CANADIAN RAILWAY OFFICE OF ARBITRATION
CASE NO. 2120
Heard at Montreal, Tuesday, 12 March 1991
concerning
VIA RAIL CANADA INC.
and
BROTHERHOOD OF LOCOMOTIVE ENGINEERS
DISPUTE:
Claim for loss of earnings on behalf of Locomotive Engineers J.A. Garay and A.S. McCoy of Kamloops, B.C.
JOINT STATEMENT OF ISSUE:
On and/or about February 3, 1989, transcontinental train service west of Winnipeg was significantly disrupted due to weather conditions. These service disruptions included Train No. 3 which operated approximately 34 hours late ex Jasper, Alta. Normally, locomotive engineers operating Train No. 3 ex Jasper would have been relieved at Blue River by locomotive engineers home-terminalled at Kamloops and who had worked Train No. 4 ex Kamloops to Blue River. Train No. 4 was cancelled on February 3, 1989, therefore there were no relief locomotive engineers available to Blue River and the Jasper locomotive engineers operated Train No. 3 through to Kamloops.
It is the Brotherhood’s position that the work entitlement is that of Kamloops based locomotive engineers under the provisions of Article 57 and that Messrs. Garay and McCoy have suffered a loss of earnings.

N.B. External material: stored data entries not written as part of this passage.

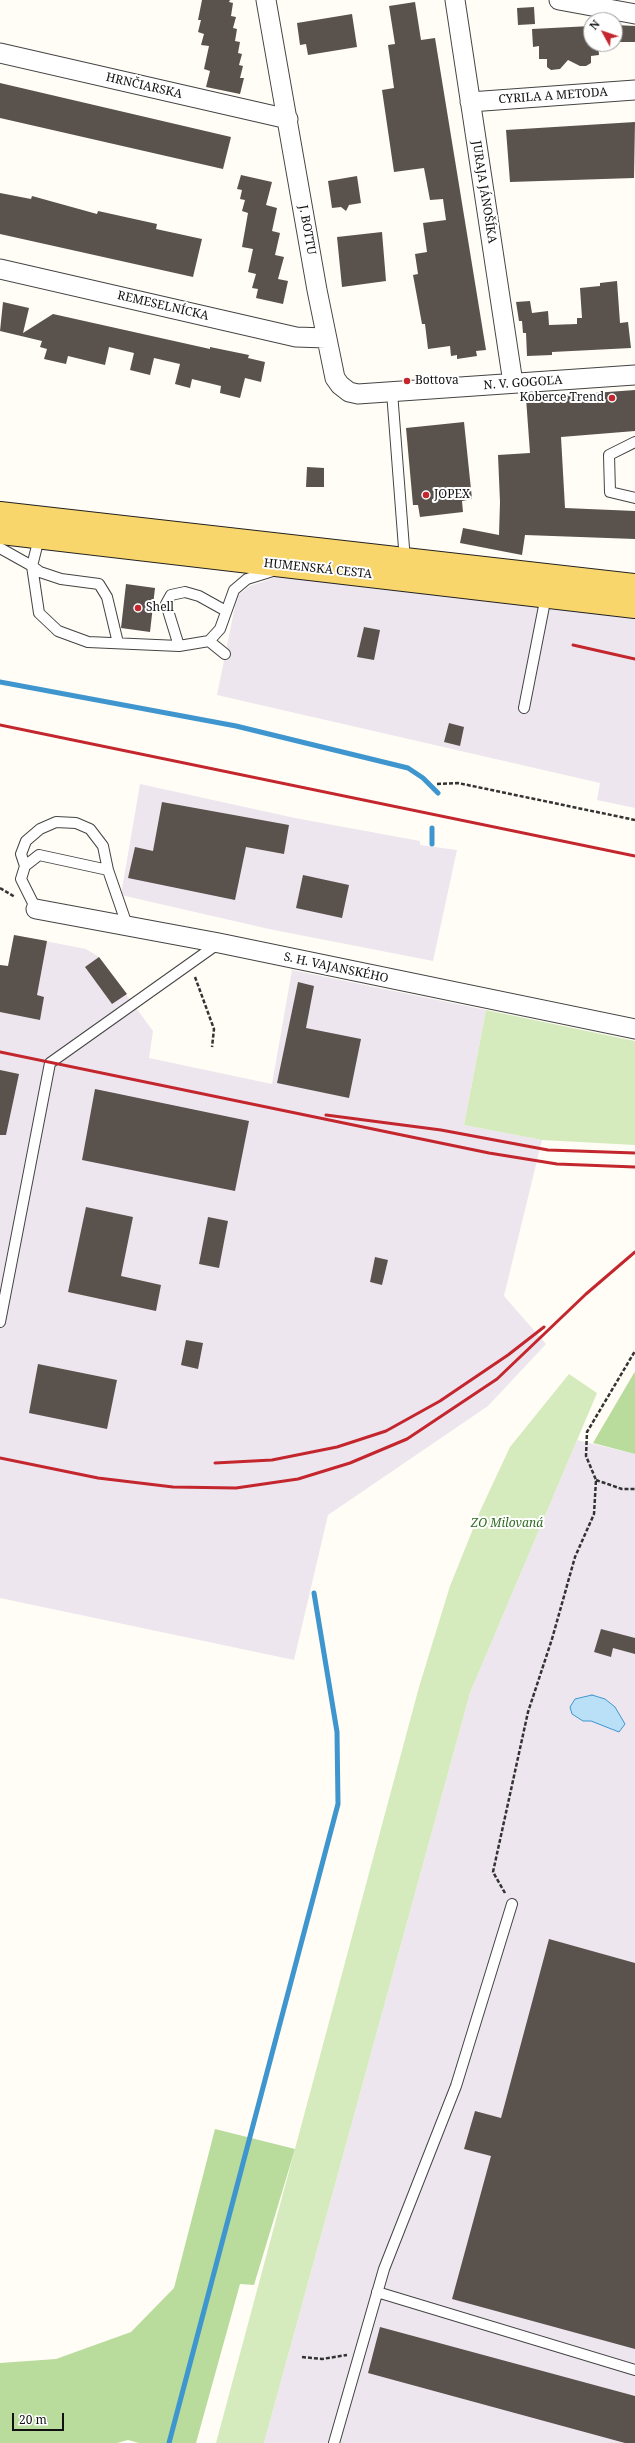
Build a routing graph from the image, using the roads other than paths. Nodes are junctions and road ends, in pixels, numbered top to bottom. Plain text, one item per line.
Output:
1 (266, 0) edge
2 (455, 0) edge
3 (559, 0) edge
4 (635, 14) edge
5 (0, 53) edge
6 (635, 90) edge
7 (470, 102) junction
8 (288, 119) junction
9 (0, 269) edge
10 (326, 338) junction
11 (635, 375) edge
12 (513, 383) junction
13 (412, 390) joint
14 (392, 392) junction
15 (635, 442) edge
16 (635, 498) edge
17 (0, 513) edge
18 (67, 522) junction
19 (0, 533) edge
20 (39, 538) junction
21 (0, 548) edge
22 (32, 566) junction
23 (290, 566) junction
24 (405, 570) junction
25 (635, 585) edge
26 (548, 586) junction
27 (635, 607) edge
28 (226, 611) junction
29 (209, 642) junction
30 (118, 643) junction
31 (179, 646) junction
32 (226, 654) dead end
33 (524, 708) dead end
34 (25, 866) junction
35 (108, 870) junction
36 (36, 909) joint
37 (127, 925) junction
38 (219, 943) junction
39 (635, 1029) edge
40 (0, 1322) edge
41 (512, 1904) road end
42 (377, 2292) junction
43 (635, 2370) edge
44 (334, 2443) edge

1 - 8 street, J. BOTTU
2 - 7 street, JURAJA JÁNOŠÍKA
3 - 4 street
5 - 8 street, HRNČIARSKA
6 - 7 street, CYRILA A METODA
7 - 12 street, JURAJA JÁNOŠÍKA
8 - 10 street, J. BOTTU
9 - 10 street, REMESELNÍCKA
10 - 14 street, J. BOTTU
11 - 12 street, N. V. GOGOĽA
12 - 13 street, N. V. GOGOĽA
13 - 14 street, J. BOTTU
14 - 24 lane
15 - 16 lane
17 - 18 main road, HUMENSKÁ CESTA
18 - 20 lane
18 - 24 main road, HUMENSKÁ CESTA
19 - 20 main road, HUMENSKÁ CESTA
20 - 22 lane
20 - 23 main road, HUMENSKÁ CESTA
21 - 22 lane
22 - 30 lane
22 - 30 lane
23 - 24 main road, HUMENSKÁ CESTA
23 - 28 lane
24 - 26 main road, HUMENSKÁ CESTA
25 - 26 main road, HUMENSKÁ CESTA
26 - 27 main road, HUMENSKÁ CESTA
26 - 33 lane
28 - 29 lane
28 - 31 lane
29 - 31 lane
29 - 32 lane
30 - 31 lane
34 - 35 lane
34 - 35 lane
34 - 36 lane
35 - 37 lane
36 - 37 street, S. H. VAJANSKÉHO
37 - 38 street, S. H. VAJANSKÉHO
38 - 39 street, S. H. VAJANSKÉHO
38 - 40 lane
41 - 42 lane
42 - 43 lane
42 - 44 lane

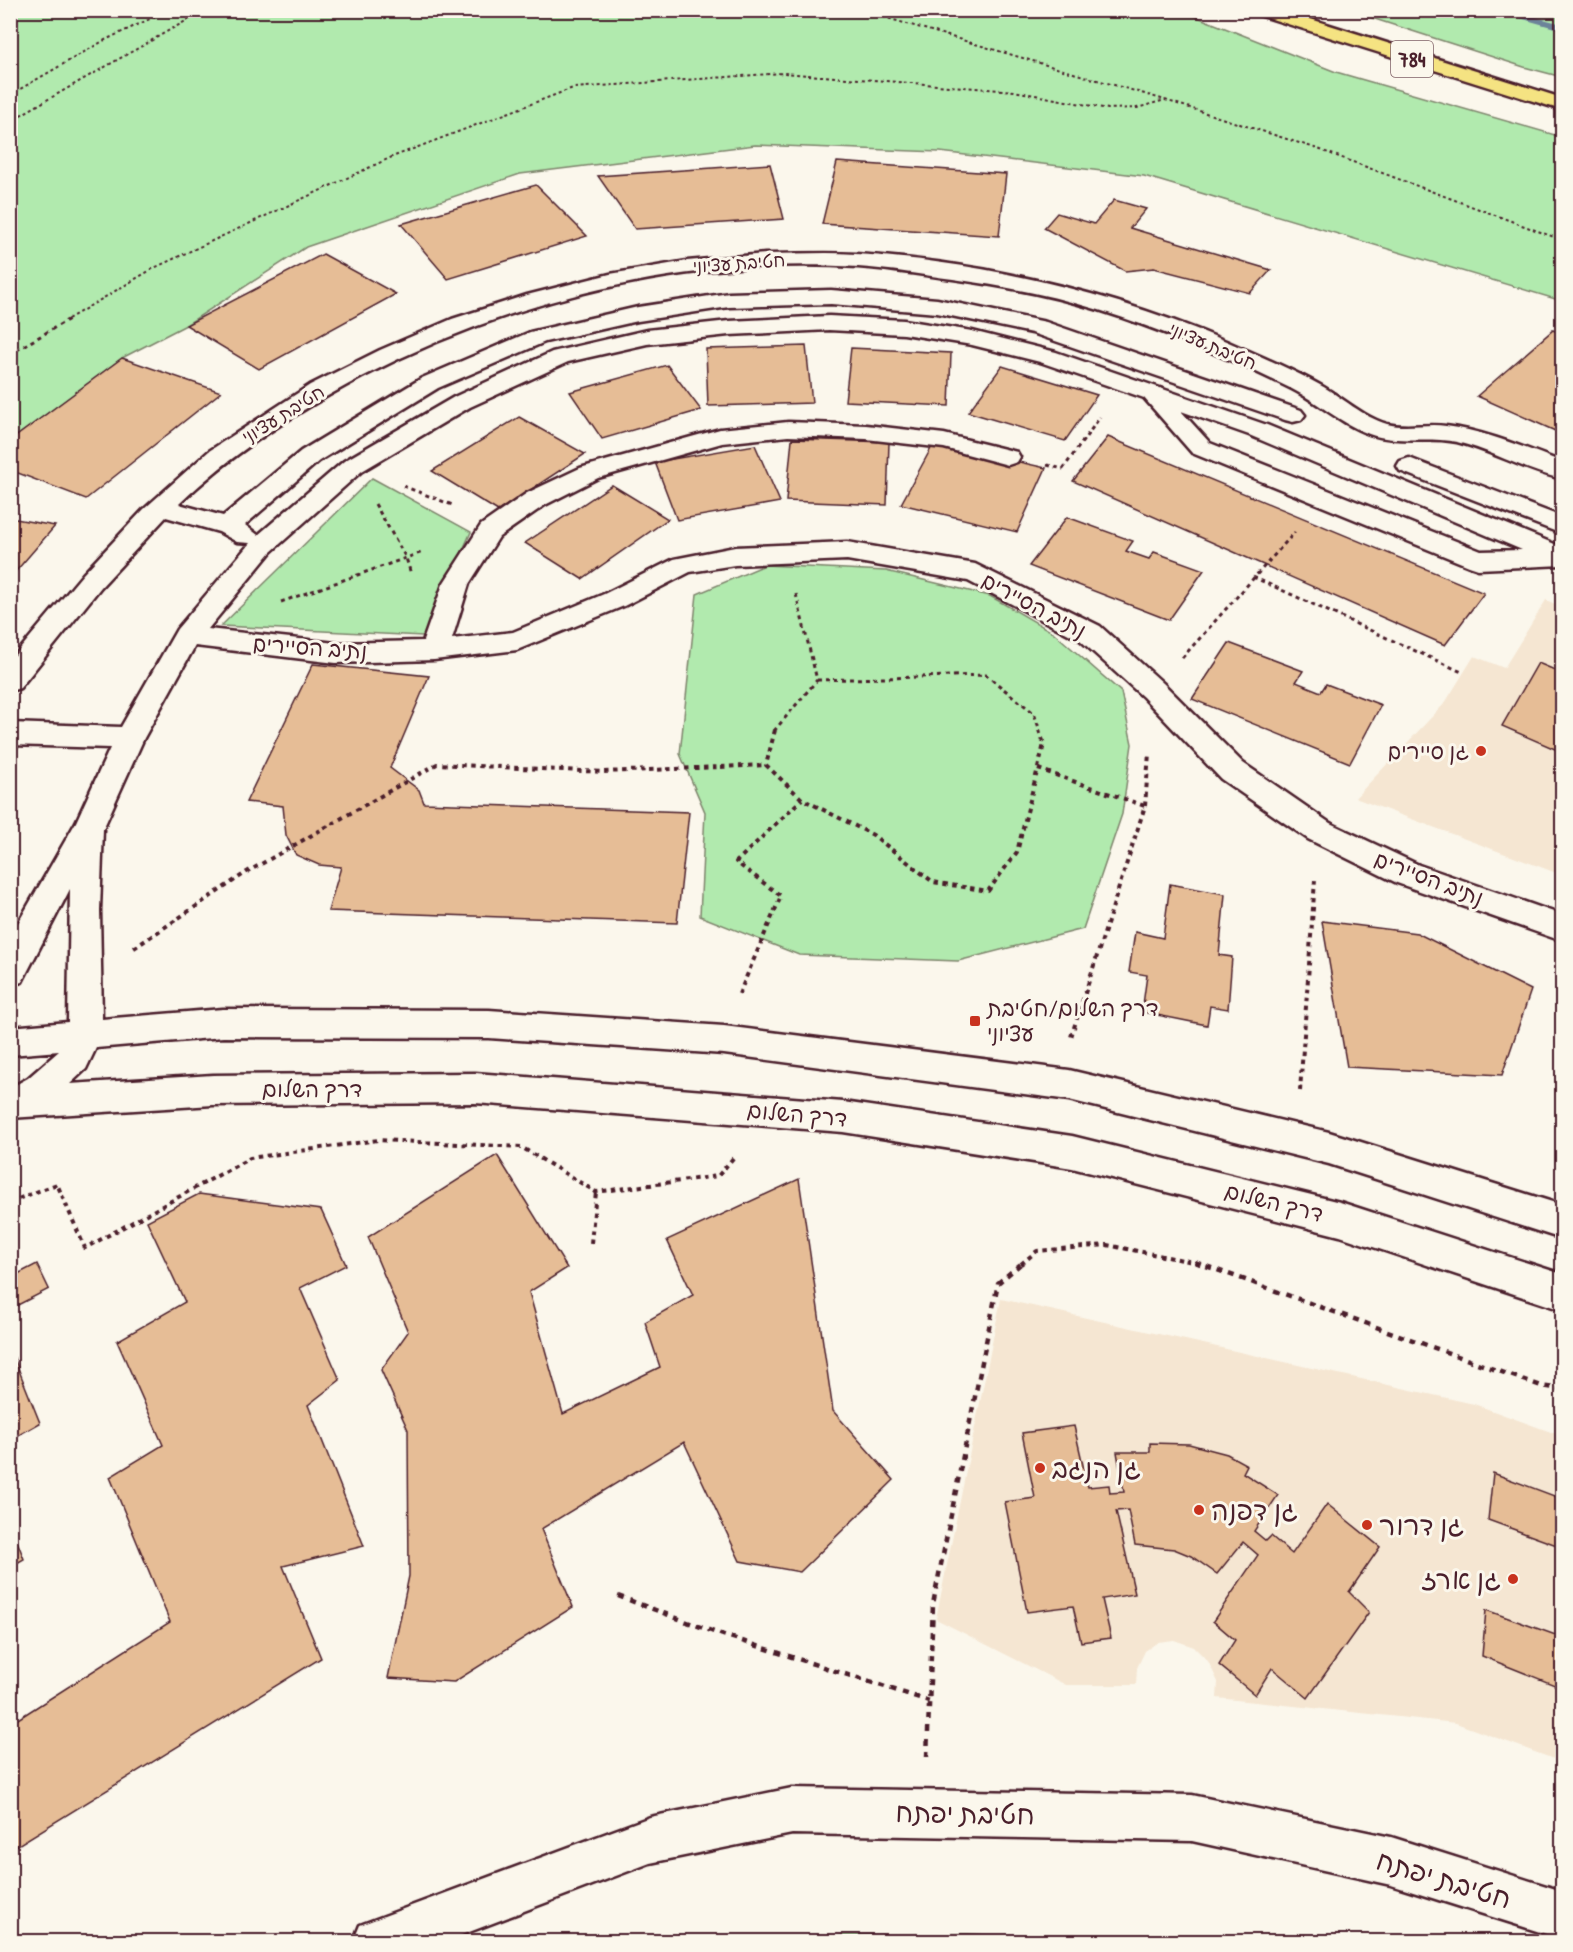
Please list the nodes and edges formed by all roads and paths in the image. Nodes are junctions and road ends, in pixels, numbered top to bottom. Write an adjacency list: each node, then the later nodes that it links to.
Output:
1 (169, 10): 5 (path)
2 (205, 10): 8 (path)
3 (860, 10): 6 (path)
4 (1262, 10): 7 (main road, 784)
5 (10, 95)
6 (1165, 100): 9 (path); 10 (path)
7 (1563, 104)
8 (10, 121)
9 (1563, 240)
10 (10, 354)
11 (1151, 392): 15 (street); 19 (street); 22 (street)
12 (1102, 414): 18 (path)
13 (1293, 415): 14 (street, חטיבת עציוני); 15 (street, חטיבת עציוני); 25 (street, חטיבת עציוני)
14 (1348, 415): 16 (street, חטיבת עציוני); 23 (street, חטיבת עציוני)
15 (1258, 430): 21 (street)
16 (1383, 431): 20 (street, חטיבת עציוני); 21 (street, חטיבת עציוני)
17 (1008, 457): 24 (street)
18 (1067, 464)
19 (353, 466): 24 (path); 27 (street); 30 (path)
20 (1563, 471)
21 (1407, 478): 26 (street); 29 (street)
22 (1326, 498): 29 (street); 31 (path)
23 (163, 508): 25 (street); 37 (street, חטיבת עציוני)
24 (500, 524): 30 (path); 34 (street)
25 (228, 526): 27 (street)
26 (1563, 526)
27 (262, 546): 33 (street)
28 (785, 552): 34 (street, נתיב הסיירים); 36 (path); 38 (street, נתיב הסיירים)
29 (1563, 557)
30 (406, 558): 32 (path); 34 (path)
31 (1253, 577): 35 (path); 38 (path)
32 (275, 604)
33 (187, 636): 34 (street, נתיב הסיירים); 40 (street)
34 (434, 650)
35 (1464, 673)
36 (817, 680): 41 (path); 42 (path)
37 (10, 681)
38 (1153, 690): 45 (street, נתיב הסיירים)
39 (10, 734): 40 (street)
40 (129, 738): 44 (street)
41 (766, 765): 43 (path); 47 (path)
42 (1038, 769): 43 (path); 49 (path)
43 (802, 799): 51 (path)
44 (90, 824): 47 (street); 48 (street)
45 (1319, 831): 46 (street, נתיב הסיירים); 54 (path)
46 (1563, 928)
47 (83, 967): 50 (street)
48 (10, 972)
49 (1078, 1013)
50 (85, 1035): 51 (street); 52 (street); 53 (street)
51 (724, 1040): 54 (street)
52 (10, 1041)
53 (12, 1103): 60 (street, דרך השלום)
54 (1297, 1140): 58 (street)
55 (718, 1176): 56 (path)
56 (596, 1192): 57 (path); 59 (path)
57 (10, 1202)
58 (1563, 1221)
59 (591, 1243)
60 (1563, 1292)
61 (1563, 1389): 63 (path)
62 (618, 1596): 63 (path)
63 (929, 1701): 64 (path)
64 (925, 1812): 65 (street, חטיבת יפתח); 66 (street, חטיבת יפתח)
65 (1563, 1915)
66 (377, 1941)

It is the Corporation’s position that as the locomotive engineers operate in road service and run first-in first-out, the only penalty, if one is applicable, is provided for in Article 32.2.
FOR THE BROTHERHOOD: FOR THE CORPORATION:
(
SGD.) W. A. WRIGHT (SGD.) C. C. MUGGERIDGEACTING GENERAL CHAIRMAN DEPARTMENT DIRECTOR, LABOUR RELATIONS
There appeared on behalf of the Corporation:
K. Taylor – Senior Labour Relations Officer, Montreal
P. Gagné – Observer - Crew Dispatcher, Montreal
And on behalf of the Brotherhood:
W. A. Wright – Acting General Chairman, Kamloops
G. Hallé – General Chairman, Quebec
AWARD OF THE ARBITRATOR
The Corporation seeks to justify its action on the basis that it was faced with an emergency. The Arbitrator has some difficulty with that submission. While it is true that inclement weather had occasioned serious delays in train movements between Jasper and Kamloops, it is clear that the situation had improved to the point at which the Corporation was able to call a crew to operate Train No. 3 out of Jasper to Blue River. Although there was no crew home-terminalled at Kamloops then present in Blue River to take over that movement, the calling time necessary to obtain the Jasper crew, in addition to the travel time from Jasper to Blue River, gave the Corporation a reasonable period of time to call the grievors at their home terminal at Kamloops and deadhead them to Blue River to be in a position to handle Train No. 3 from that point through to Kamloops.
The Arbitrator is satisfied that in these circumstances the grievors were not runaround, for the reasons reflected in CROA 501. They were, however, deprived of a work opportunity which should have been theirs under the terms of Article 57.3(a) of the Collective Agreement, whereby trains operating over territory entirely within the jurisdiction of a given home station are to be manned by employees from that station.
In the result, the grievance must be allowed. Engineers Garay and McCoy are to be compensated for their loss of earnings for the work lost, to a total of 346 miles. The sum payable to them must, of course, be adjusted by the amount, if any, paid to them in respect of the Corporation’s position that they had been runaround.